*TASK*. Please go line by line and repeat the data below exactly, with no images.

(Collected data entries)
##########

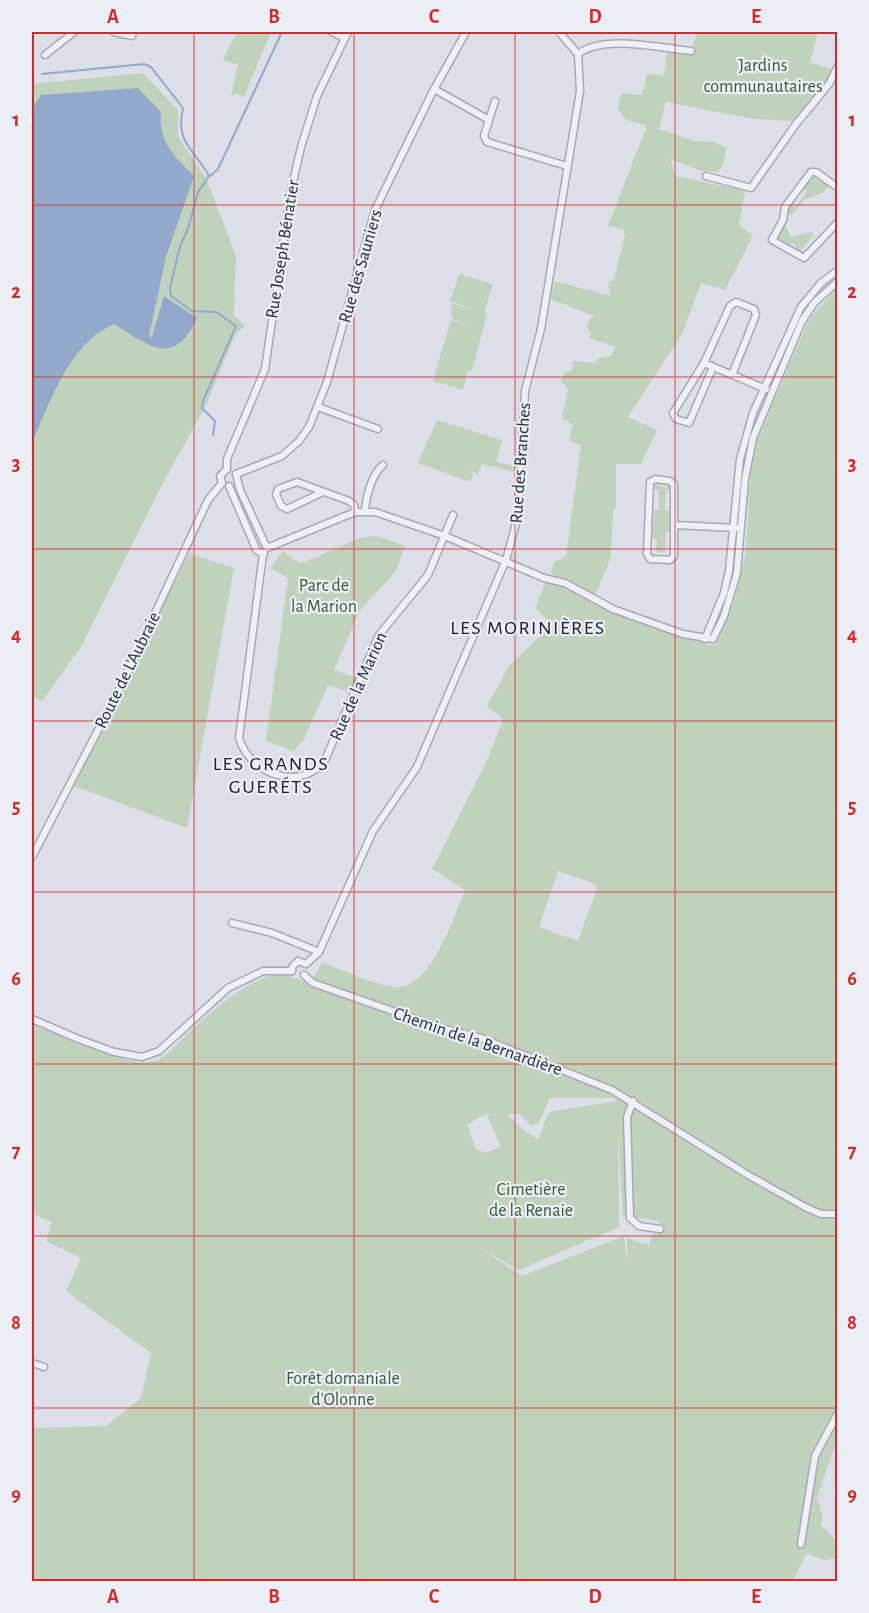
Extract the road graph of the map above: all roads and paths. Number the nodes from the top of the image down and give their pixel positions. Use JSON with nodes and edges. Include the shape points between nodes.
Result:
{"nodes":[{"id":1,"x":74,"y":32,"type":"edge"},
{"id":2,"x":114,"y":32,"type":"edge"},
{"id":3,"x":133,"y":32,"type":"edge"},
{"id":4,"x":332,"y":32,"type":"edge"},
{"id":5,"x":466,"y":32,"type":"edge"},
{"id":6,"x":559,"y":32,"type":"edge"},
{"id":7,"x":346,"y":35,"type":"edge"},
{"id":8,"x":691,"y":51,"type":"dead end"},
{"id":9,"x":578,"y":54,"type":"junction"},
{"id":10,"x":45,"y":55,"type":"dead end"},
{"id":11,"x":837,"y":66,"type":"edge"},
{"id":12,"x":434,"y":89,"type":"junction"},
{"id":13,"x":495,"y":101,"type":"dead end"},
{"id":14,"x":489,"y":120,"type":"junction"},
{"id":15,"x":567,"y":166,"type":"junction"},
{"id":16,"x":706,"y":176,"type":"dead end"},
{"id":17,"x":837,"y":188,"type":"edge"},
{"id":18,"x":837,"y":224,"type":"edge"},
{"id":19,"x":837,"y":270,"type":"edge"},
{"id":20,"x":837,"y":281,"type":"edge"},
{"id":21,"x":704,"y":363,"type":"junction"},
{"id":22,"x":713,"y":367,"type":"junction"},
{"id":23,"x":732,"y":375,"type":"junction"},
{"id":24,"x":764,"y":388,"type":"junction"},
{"id":25,"x":771,"y":392,"type":"junction"},
{"id":26,"x":318,"y":407,"type":"junction"},
{"id":27,"x":378,"y":429,"type":"dead end"},
{"id":28,"x":383,"y":465,"type":"dead end"},
{"id":29,"x":227,"y":469,"type":"junction"},
{"id":30,"x":236,"y":477,"type":"junction"},
{"id":31,"x":225,"y":484,"type":"junction"},
{"id":32,"x":323,"y":492,"type":"junction"},
{"id":33,"x":365,"y":510,"type":"junction"},
{"id":34,"x":355,"y":512,"type":"junction"},
{"id":35,"x":453,"y":515,"type":"dead end"},
{"id":36,"x":675,"y":525,"type":"junction"},
{"id":37,"x":734,"y":528,"type":"junction"},
{"id":38,"x":742,"y":529,"type":"junction"},
{"id":39,"x":446,"y":536,"type":"junction"},
{"id":40,"x":262,"y":551,"type":"junction"},
{"id":41,"x":506,"y":560,"type":"junction"},
{"id":42,"x":705,"y":639,"type":"junction"},
{"id":43,"x":32,"y":857,"type":"edge"},
{"id":44,"x":232,"y":923,"type":"dead end"},
{"id":45,"x":319,"y":952,"type":"junction"},
{"id":46,"x":306,"y":964,"type":"junction"},
{"id":47,"x":292,"y":971,"type":"junction"},
{"id":48,"x":304,"y":975,"type":"junction"},
{"id":49,"x":32,"y":1019,"type":"edge"},
{"id":50,"x":633,"y":1101,"type":"junction"},
{"id":51,"x":837,"y":1214,"type":"edge"},
{"id":52,"x":660,"y":1229,"type":"dead end"},
{"id":53,"x":32,"y":1364,"type":"edge"},
{"id":54,"x":44,"y":1367,"type":"dead end"},
{"id":55,"x":837,"y":1413,"type":"edge"},
{"id":56,"x":801,"y":1544,"type":"dead end"}],
"edges":[{"from":1,"to":10,"type":"street"},
{"from":2,"to":3,"type":"street","via":[[132,36]]},
{"from":4,"to":7,"type":"street"},
{"from":5,"to":12,"type":"street","name":"Rue des Sauniers"},
{"from":6,"to":9,"type":"street"},
{"from":7,"to":29,"type":"street","name":"Rue Joseph Bénatier","via":[[316,96],[298,158],[265,369],[227,459]]},
{"from":8,"to":9,"type":"street","via":[[611,43]]},
{"from":9,"to":15,"type":"street","name":"Rue des Branches","via":[[580,92]]},
{"from":11,"to":16,"type":"street","via":[[829,84],[751,188]]},
{"from":12,"to":14,"type":"street"},
{"from":12,"to":26,"type":"street","name":"Rue des Sauniers","via":[[375,210]]},
{"from":13,"to":14,"type":"street"},
{"from":14,"to":15,"type":"street","via":[[484,136],[487,142]]},
{"from":15,"to":41,"type":"street","name":"Rue des Branches","via":[[541,329],[525,391],[518,516]]},
{"from":17,"to":18,"type":"street","via":[[811,172],[785,207],[772,240],[804,258]]},
{"from":19,"to":24,"type":"street","via":[[801,307]]},
{"from":20,"to":25,"type":"street","via":[[802,321]]},
{"from":21,"to":22,"type":"street"},
{"from":21,"to":22,"type":"street","via":[[673,414],[676,419],[689,423]]},
{"from":21,"to":23,"type":"street","via":[[733,303],[754,309],[756,315]]},
{"from":22,"to":23,"type":"street"},
{"from":23,"to":24,"type":"street"},
{"from":24,"to":25,"type":"street"},
{"from":24,"to":37,"type":"street","via":[[740,459]]},
{"from":25,"to":38,"type":"street","via":[[748,461]]},
{"from":26,"to":27,"type":"street"},
{"from":26,"to":30,"type":"street","name":"Rue des Sauniers","via":[[309,427],[292,447]]},
{"from":28,"to":33,"type":"street","via":[[377,470]]},
{"from":29,"to":30,"type":"street"},
{"from":29,"to":31,"type":"street","name":"Rue Joseph Bénatier","via":[[220,476]]},
{"from":30,"to":31,"type":"street","name":"Rue des Sauniers"},
{"from":30,"to":40,"type":"street"},
{"from":31,"to":40,"type":"street"},
{"from":31,"to":43,"type":"street","name":"Route de L'Aubraie","via":[[208,500],[121,686]]},
{"from":32,"to":32,"type":"street","via":[[286,509],[276,494],[278,489],[297,482]]},
{"from":32,"to":34,"type":"street","via":[[349,501]]},
{"from":33,"to":34,"type":"street"},
{"from":33,"to":39,"type":"street"},
{"from":34,"to":40,"type":"street"},
{"from":35,"to":39,"type":"street","name":"Rue de la Marion"},
{"from":36,"to":36,"type":"street","via":[[674,484],[652,480],[647,554],[650,559],[672,558]]},
{"from":36,"to":37,"type":"street"},
{"from":37,"to":38,"type":"street"},
{"from":37,"to":42,"type":"street","via":[[724,593]]},
{"from":38,"to":42,"type":"street","via":[[737,573],[724,616],[714,638]]},
{"from":39,"to":40,"type":"street","name":"Rue de la Marion","via":[[428,575],[379,635],[326,760],[310,775],[291,779],[254,764],[239,738]]},
{"from":39,"to":41,"type":"street"},
{"from":41,"to":42,"type":"street","via":[[544,578],[573,586],[613,609]]},
{"from":41,"to":45,"type":"street","name":"Rue des Branches","via":[[417,767],[373,831]]},
{"from":44,"to":45,"type":"street","via":[[272,933]]},
{"from":45,"to":46,"type":"street","name":"Rue des Branches"},
{"from":46,"to":47,"type":"street","via":[[298,961]]},
{"from":46,"to":48,"type":"street"},
{"from":47,"to":48,"type":"street"},
{"from":47,"to":49,"type":"street","via":[[264,971],[228,988],[159,1052],[142,1057],[95,1045]]},
{"from":48,"to":50,"type":"street","name":"Chemin de la Bernardière","via":[[313,983],[481,1038]]},
{"from":50,"to":51,"type":"street","name":"Chemin de la Bernardière","via":[[807,1208],[821,1214]]},
{"from":50,"to":52,"type":"street","via":[[627,1117],[630,1218],[639,1226]]},
{"from":53,"to":54,"type":"street"},
{"from":55,"to":56,"type":"street","via":[[815,1456]]}]}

##########

*EXERCISE RESPONSE*.
Extract the road graph of the map above: all roads and paths. Number the nodes from the top of the image down and give their pixel positions. Use JSON with nodes and edges. Include the shape points between nodes.
Result:
{"nodes":[{"id":1,"x":74,"y":32,"type":"edge"},
{"id":2,"x":114,"y":32,"type":"edge"},
{"id":3,"x":133,"y":32,"type":"edge"},
{"id":4,"x":332,"y":32,"type":"edge"},
{"id":5,"x":466,"y":32,"type":"edge"},
{"id":6,"x":559,"y":32,"type":"edge"},
{"id":7,"x":346,"y":35,"type":"edge"},
{"id":8,"x":691,"y":51,"type":"dead end"},
{"id":9,"x":578,"y":54,"type":"junction"},
{"id":10,"x":45,"y":55,"type":"dead end"},
{"id":11,"x":837,"y":66,"type":"edge"},
{"id":12,"x":434,"y":89,"type":"junction"},
{"id":13,"x":495,"y":101,"type":"dead end"},
{"id":14,"x":489,"y":120,"type":"junction"},
{"id":15,"x":567,"y":166,"type":"junction"},
{"id":16,"x":706,"y":176,"type":"dead end"},
{"id":17,"x":837,"y":188,"type":"edge"},
{"id":18,"x":837,"y":224,"type":"edge"},
{"id":19,"x":837,"y":270,"type":"edge"},
{"id":20,"x":837,"y":281,"type":"edge"},
{"id":21,"x":704,"y":363,"type":"junction"},
{"id":22,"x":713,"y":367,"type":"junction"},
{"id":23,"x":732,"y":375,"type":"junction"},
{"id":24,"x":764,"y":388,"type":"junction"},
{"id":25,"x":771,"y":392,"type":"junction"},
{"id":26,"x":318,"y":407,"type":"junction"},
{"id":27,"x":378,"y":429,"type":"dead end"},
{"id":28,"x":383,"y":465,"type":"dead end"},
{"id":29,"x":227,"y":469,"type":"junction"},
{"id":30,"x":236,"y":477,"type":"junction"},
{"id":31,"x":225,"y":484,"type":"junction"},
{"id":32,"x":323,"y":492,"type":"junction"},
{"id":33,"x":365,"y":510,"type":"junction"},
{"id":34,"x":355,"y":512,"type":"junction"},
{"id":35,"x":453,"y":515,"type":"dead end"},
{"id":36,"x":675,"y":525,"type":"junction"},
{"id":37,"x":734,"y":528,"type":"junction"},
{"id":38,"x":742,"y":529,"type":"junction"},
{"id":39,"x":446,"y":536,"type":"junction"},
{"id":40,"x":262,"y":551,"type":"junction"},
{"id":41,"x":506,"y":560,"type":"junction"},
{"id":42,"x":705,"y":639,"type":"junction"},
{"id":43,"x":32,"y":857,"type":"edge"},
{"id":44,"x":232,"y":923,"type":"dead end"},
{"id":45,"x":319,"y":952,"type":"junction"},
{"id":46,"x":306,"y":964,"type":"junction"},
{"id":47,"x":292,"y":971,"type":"junction"},
{"id":48,"x":304,"y":975,"type":"junction"},
{"id":49,"x":32,"y":1019,"type":"edge"},
{"id":50,"x":633,"y":1101,"type":"junction"},
{"id":51,"x":837,"y":1214,"type":"edge"},
{"id":52,"x":660,"y":1229,"type":"dead end"},
{"id":53,"x":32,"y":1364,"type":"edge"},
{"id":54,"x":44,"y":1367,"type":"dead end"},
{"id":55,"x":837,"y":1413,"type":"edge"},
{"id":56,"x":801,"y":1544,"type":"dead end"}],
"edges":[{"from":1,"to":10,"type":"street"},
{"from":2,"to":3,"type":"street","via":[[132,36]]},
{"from":4,"to":7,"type":"street"},
{"from":5,"to":12,"type":"street","name":"Rue des Sauniers"},
{"from":6,"to":9,"type":"street"},
{"from":7,"to":29,"type":"street","name":"Rue Joseph Bénatier","via":[[316,96],[298,158],[265,369],[227,459]]},
{"from":8,"to":9,"type":"street","via":[[611,43]]},
{"from":9,"to":15,"type":"street","name":"Rue des Branches","via":[[580,92]]},
{"from":11,"to":16,"type":"street","via":[[829,84],[751,188]]},
{"from":12,"to":14,"type":"street"},
{"from":12,"to":26,"type":"street","name":"Rue des Sauniers","via":[[375,210]]},
{"from":13,"to":14,"type":"street"},
{"from":14,"to":15,"type":"street","via":[[484,136],[487,142]]},
{"from":15,"to":41,"type":"street","name":"Rue des Branches","via":[[541,329],[525,391],[518,516]]},
{"from":17,"to":18,"type":"street","via":[[811,172],[785,207],[772,240],[804,258]]},
{"from":19,"to":24,"type":"street","via":[[801,307]]},
{"from":20,"to":25,"type":"street","via":[[802,321]]},
{"from":21,"to":22,"type":"street"},
{"from":21,"to":22,"type":"street","via":[[673,414],[676,419],[689,423]]},
{"from":21,"to":23,"type":"street","via":[[733,303],[754,309],[756,315]]},
{"from":22,"to":23,"type":"street"},
{"from":23,"to":24,"type":"street"},
{"from":24,"to":25,"type":"street"},
{"from":24,"to":37,"type":"street","via":[[740,459]]},
{"from":25,"to":38,"type":"street","via":[[748,461]]},
{"from":26,"to":27,"type":"street"},
{"from":26,"to":30,"type":"street","name":"Rue des Sauniers","via":[[309,427],[292,447]]},
{"from":28,"to":33,"type":"street","via":[[377,470]]},
{"from":29,"to":30,"type":"street"},
{"from":29,"to":31,"type":"street","name":"Rue Joseph Bénatier","via":[[220,476]]},
{"from":30,"to":31,"type":"street","name":"Rue des Sauniers"},
{"from":30,"to":40,"type":"street"},
{"from":31,"to":40,"type":"street"},
{"from":31,"to":43,"type":"street","name":"Route de L'Aubraie","via":[[208,500],[121,686]]},
{"from":32,"to":32,"type":"street","via":[[286,509],[276,494],[278,489],[297,482]]},
{"from":32,"to":34,"type":"street","via":[[349,501]]},
{"from":33,"to":34,"type":"street"},
{"from":33,"to":39,"type":"street"},
{"from":34,"to":40,"type":"street"},
{"from":35,"to":39,"type":"street","name":"Rue de la Marion"},
{"from":36,"to":36,"type":"street","via":[[674,484],[652,480],[647,554],[650,559],[672,558]]},
{"from":36,"to":37,"type":"street"},
{"from":37,"to":38,"type":"street"},
{"from":37,"to":42,"type":"street","via":[[724,593]]},
{"from":38,"to":42,"type":"street","via":[[737,573],[724,616],[714,638]]},
{"from":39,"to":40,"type":"street","name":"Rue de la Marion","via":[[428,575],[379,635],[326,760],[310,775],[291,779],[254,764],[239,738]]},
{"from":39,"to":41,"type":"street"},
{"from":41,"to":42,"type":"street","via":[[544,578],[573,586],[613,609]]},
{"from":41,"to":45,"type":"street","name":"Rue des Branches","via":[[417,767],[373,831]]},
{"from":44,"to":45,"type":"street","via":[[272,933]]},
{"from":45,"to":46,"type":"street","name":"Rue des Branches"},
{"from":46,"to":47,"type":"street","via":[[298,961]]},
{"from":46,"to":48,"type":"street"},
{"from":47,"to":48,"type":"street"},
{"from":47,"to":49,"type":"street","via":[[264,971],[228,988],[159,1052],[142,1057],[95,1045]]},
{"from":48,"to":50,"type":"street","name":"Chemin de la Bernardière","via":[[313,983],[481,1038]]},
{"from":50,"to":51,"type":"street","name":"Chemin de la Bernardière","via":[[807,1208],[821,1214]]},
{"from":50,"to":52,"type":"street","via":[[627,1117],[630,1218],[639,1226]]},
{"from":53,"to":54,"type":"street"},
{"from":55,"to":56,"type":"street","via":[[815,1456]]}]}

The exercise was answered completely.